*** Entries shown Section Begins ***

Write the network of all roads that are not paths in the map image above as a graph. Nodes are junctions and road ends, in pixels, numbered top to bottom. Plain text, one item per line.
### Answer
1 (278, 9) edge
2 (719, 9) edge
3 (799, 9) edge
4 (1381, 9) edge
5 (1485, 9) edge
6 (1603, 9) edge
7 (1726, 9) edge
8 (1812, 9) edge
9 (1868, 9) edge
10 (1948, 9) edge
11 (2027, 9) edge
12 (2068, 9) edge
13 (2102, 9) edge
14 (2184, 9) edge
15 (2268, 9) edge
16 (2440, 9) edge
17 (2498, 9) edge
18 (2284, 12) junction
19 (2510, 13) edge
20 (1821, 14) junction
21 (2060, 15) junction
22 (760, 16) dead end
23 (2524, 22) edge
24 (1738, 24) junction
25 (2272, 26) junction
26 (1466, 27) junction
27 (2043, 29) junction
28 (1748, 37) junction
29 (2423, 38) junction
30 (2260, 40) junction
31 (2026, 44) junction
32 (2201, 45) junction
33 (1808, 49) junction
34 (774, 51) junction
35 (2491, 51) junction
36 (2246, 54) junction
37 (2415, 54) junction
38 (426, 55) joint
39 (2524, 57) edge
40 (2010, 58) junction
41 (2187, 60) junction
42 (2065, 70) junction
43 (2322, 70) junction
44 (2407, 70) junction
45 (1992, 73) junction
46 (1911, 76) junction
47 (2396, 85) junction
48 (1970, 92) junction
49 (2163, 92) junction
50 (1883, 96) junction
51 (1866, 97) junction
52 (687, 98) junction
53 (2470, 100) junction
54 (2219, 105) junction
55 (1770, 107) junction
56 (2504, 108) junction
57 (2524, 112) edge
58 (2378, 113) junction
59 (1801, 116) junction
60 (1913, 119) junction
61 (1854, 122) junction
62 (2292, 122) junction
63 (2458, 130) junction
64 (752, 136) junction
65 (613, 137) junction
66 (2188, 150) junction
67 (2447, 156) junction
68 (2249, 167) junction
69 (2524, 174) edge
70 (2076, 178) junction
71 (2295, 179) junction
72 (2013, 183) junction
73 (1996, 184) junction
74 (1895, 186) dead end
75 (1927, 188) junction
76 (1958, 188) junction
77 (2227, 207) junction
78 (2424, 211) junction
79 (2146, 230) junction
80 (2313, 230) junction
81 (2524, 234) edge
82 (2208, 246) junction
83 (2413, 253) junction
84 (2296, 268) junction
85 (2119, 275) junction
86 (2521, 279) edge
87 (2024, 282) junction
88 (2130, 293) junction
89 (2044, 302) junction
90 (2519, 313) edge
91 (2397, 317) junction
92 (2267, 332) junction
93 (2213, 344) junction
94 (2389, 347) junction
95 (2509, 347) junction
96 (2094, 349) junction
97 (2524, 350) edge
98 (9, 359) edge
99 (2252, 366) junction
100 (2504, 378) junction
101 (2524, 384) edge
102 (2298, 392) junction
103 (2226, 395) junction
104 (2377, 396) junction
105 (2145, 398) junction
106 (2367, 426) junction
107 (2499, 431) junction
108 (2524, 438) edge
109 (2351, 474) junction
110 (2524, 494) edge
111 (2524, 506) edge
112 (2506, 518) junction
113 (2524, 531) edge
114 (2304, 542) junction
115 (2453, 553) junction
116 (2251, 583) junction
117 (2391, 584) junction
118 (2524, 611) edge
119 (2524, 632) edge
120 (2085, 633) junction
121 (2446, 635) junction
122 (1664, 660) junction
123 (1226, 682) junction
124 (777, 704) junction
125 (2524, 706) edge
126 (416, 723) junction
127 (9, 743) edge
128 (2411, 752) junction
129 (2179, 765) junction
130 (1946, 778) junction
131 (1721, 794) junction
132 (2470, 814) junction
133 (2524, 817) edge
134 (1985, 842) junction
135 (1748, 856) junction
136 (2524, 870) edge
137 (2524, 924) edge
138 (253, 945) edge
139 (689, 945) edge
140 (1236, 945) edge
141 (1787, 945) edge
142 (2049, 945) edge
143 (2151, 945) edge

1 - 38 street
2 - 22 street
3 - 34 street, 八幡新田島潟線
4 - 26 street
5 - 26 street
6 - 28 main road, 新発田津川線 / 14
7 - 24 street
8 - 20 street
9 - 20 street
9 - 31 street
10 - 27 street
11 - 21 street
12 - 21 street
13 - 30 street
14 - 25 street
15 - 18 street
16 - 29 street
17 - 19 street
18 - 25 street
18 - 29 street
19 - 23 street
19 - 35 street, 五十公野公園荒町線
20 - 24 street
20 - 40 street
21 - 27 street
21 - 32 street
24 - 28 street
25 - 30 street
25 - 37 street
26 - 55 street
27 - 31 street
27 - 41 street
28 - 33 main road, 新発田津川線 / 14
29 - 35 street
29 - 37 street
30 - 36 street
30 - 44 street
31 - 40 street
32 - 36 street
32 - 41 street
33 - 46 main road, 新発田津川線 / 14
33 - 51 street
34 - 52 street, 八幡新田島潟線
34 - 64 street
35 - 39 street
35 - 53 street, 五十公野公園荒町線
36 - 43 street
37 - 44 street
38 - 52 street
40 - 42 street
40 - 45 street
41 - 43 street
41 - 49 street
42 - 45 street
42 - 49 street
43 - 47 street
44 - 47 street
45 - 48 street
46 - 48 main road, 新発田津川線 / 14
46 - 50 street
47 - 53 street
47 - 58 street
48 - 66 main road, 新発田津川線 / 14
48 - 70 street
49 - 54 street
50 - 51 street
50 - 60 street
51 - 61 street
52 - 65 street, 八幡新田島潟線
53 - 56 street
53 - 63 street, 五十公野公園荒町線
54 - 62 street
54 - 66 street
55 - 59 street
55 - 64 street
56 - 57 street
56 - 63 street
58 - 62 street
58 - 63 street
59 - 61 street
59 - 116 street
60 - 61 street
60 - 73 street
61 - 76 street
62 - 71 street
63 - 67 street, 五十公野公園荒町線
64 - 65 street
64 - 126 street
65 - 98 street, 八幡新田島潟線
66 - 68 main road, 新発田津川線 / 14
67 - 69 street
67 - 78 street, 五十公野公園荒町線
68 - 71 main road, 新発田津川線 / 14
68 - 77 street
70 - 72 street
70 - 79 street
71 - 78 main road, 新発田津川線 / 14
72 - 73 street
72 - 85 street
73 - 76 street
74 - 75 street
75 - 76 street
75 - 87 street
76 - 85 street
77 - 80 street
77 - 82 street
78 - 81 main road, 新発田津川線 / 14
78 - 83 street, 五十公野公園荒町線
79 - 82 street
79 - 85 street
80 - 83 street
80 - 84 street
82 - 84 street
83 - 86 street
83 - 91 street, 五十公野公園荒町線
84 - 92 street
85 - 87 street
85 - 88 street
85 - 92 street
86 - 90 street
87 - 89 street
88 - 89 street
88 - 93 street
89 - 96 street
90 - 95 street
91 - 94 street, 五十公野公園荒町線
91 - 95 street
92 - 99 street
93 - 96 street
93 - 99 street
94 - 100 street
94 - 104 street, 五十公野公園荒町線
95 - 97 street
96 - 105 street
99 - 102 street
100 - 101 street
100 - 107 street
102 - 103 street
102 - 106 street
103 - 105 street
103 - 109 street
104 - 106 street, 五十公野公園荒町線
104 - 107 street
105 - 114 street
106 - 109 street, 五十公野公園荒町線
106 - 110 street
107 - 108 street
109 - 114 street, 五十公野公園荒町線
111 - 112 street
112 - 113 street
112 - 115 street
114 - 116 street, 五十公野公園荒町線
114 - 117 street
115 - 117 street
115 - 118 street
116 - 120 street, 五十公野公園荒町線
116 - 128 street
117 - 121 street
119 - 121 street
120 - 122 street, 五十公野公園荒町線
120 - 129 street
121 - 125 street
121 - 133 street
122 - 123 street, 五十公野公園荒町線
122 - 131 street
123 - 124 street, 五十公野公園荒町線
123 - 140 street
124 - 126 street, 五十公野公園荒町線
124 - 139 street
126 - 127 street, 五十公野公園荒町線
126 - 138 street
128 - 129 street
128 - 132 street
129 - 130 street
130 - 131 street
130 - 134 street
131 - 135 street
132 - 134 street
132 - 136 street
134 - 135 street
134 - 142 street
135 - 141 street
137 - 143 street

*** Entries shown Section Ends ***
*** Entries shown Section Begins ***

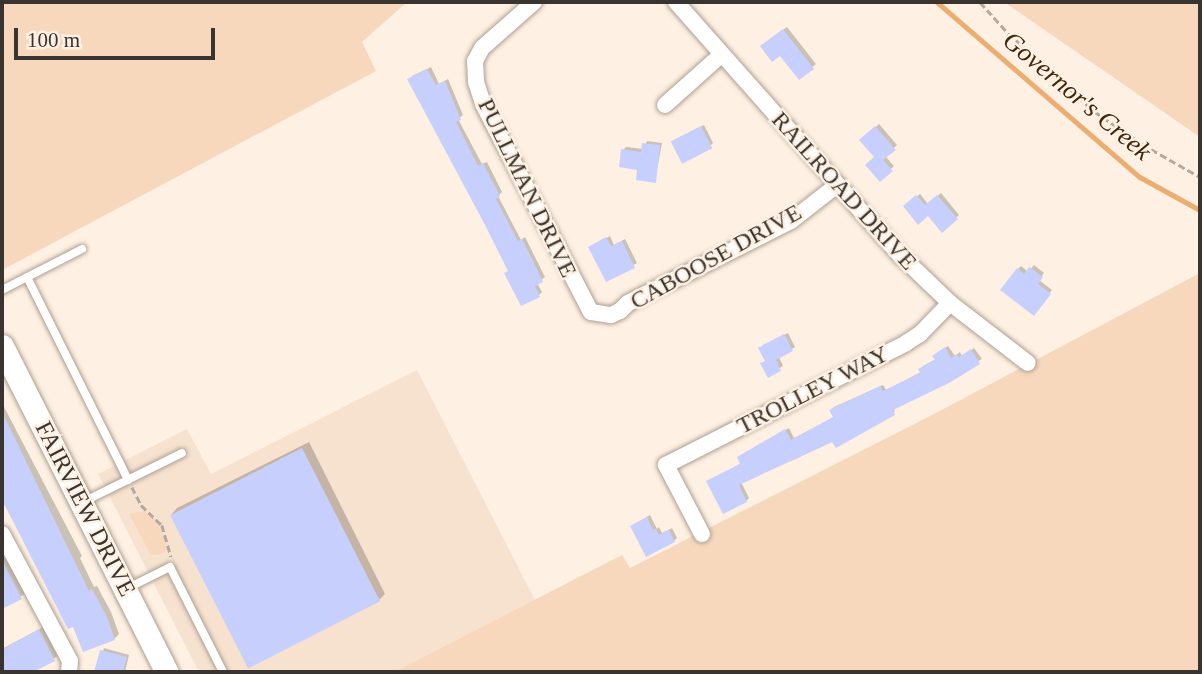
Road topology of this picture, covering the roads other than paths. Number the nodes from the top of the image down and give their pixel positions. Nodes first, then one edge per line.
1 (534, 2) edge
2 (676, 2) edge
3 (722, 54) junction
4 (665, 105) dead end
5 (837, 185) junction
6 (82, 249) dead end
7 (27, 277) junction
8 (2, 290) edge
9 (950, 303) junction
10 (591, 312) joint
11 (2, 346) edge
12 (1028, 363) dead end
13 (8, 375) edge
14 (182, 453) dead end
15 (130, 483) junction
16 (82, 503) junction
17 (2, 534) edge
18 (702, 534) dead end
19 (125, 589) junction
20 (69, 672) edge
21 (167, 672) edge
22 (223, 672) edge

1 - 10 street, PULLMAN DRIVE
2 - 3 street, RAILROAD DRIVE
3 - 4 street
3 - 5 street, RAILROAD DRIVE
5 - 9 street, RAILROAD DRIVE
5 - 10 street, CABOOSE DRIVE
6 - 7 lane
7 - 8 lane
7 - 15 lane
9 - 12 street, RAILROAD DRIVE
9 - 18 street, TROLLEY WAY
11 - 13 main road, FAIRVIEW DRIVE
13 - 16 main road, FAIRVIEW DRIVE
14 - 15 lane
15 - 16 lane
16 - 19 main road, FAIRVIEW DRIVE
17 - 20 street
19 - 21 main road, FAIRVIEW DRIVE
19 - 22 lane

*** Entries shown Section Ends ***

# Work task:
Copy every line of the entries above in which "lane" occurs.

# Answer section:
6 - 7 lane
7 - 8 lane
7 - 15 lane
14 - 15 lane
15 - 16 lane
19 - 22 lane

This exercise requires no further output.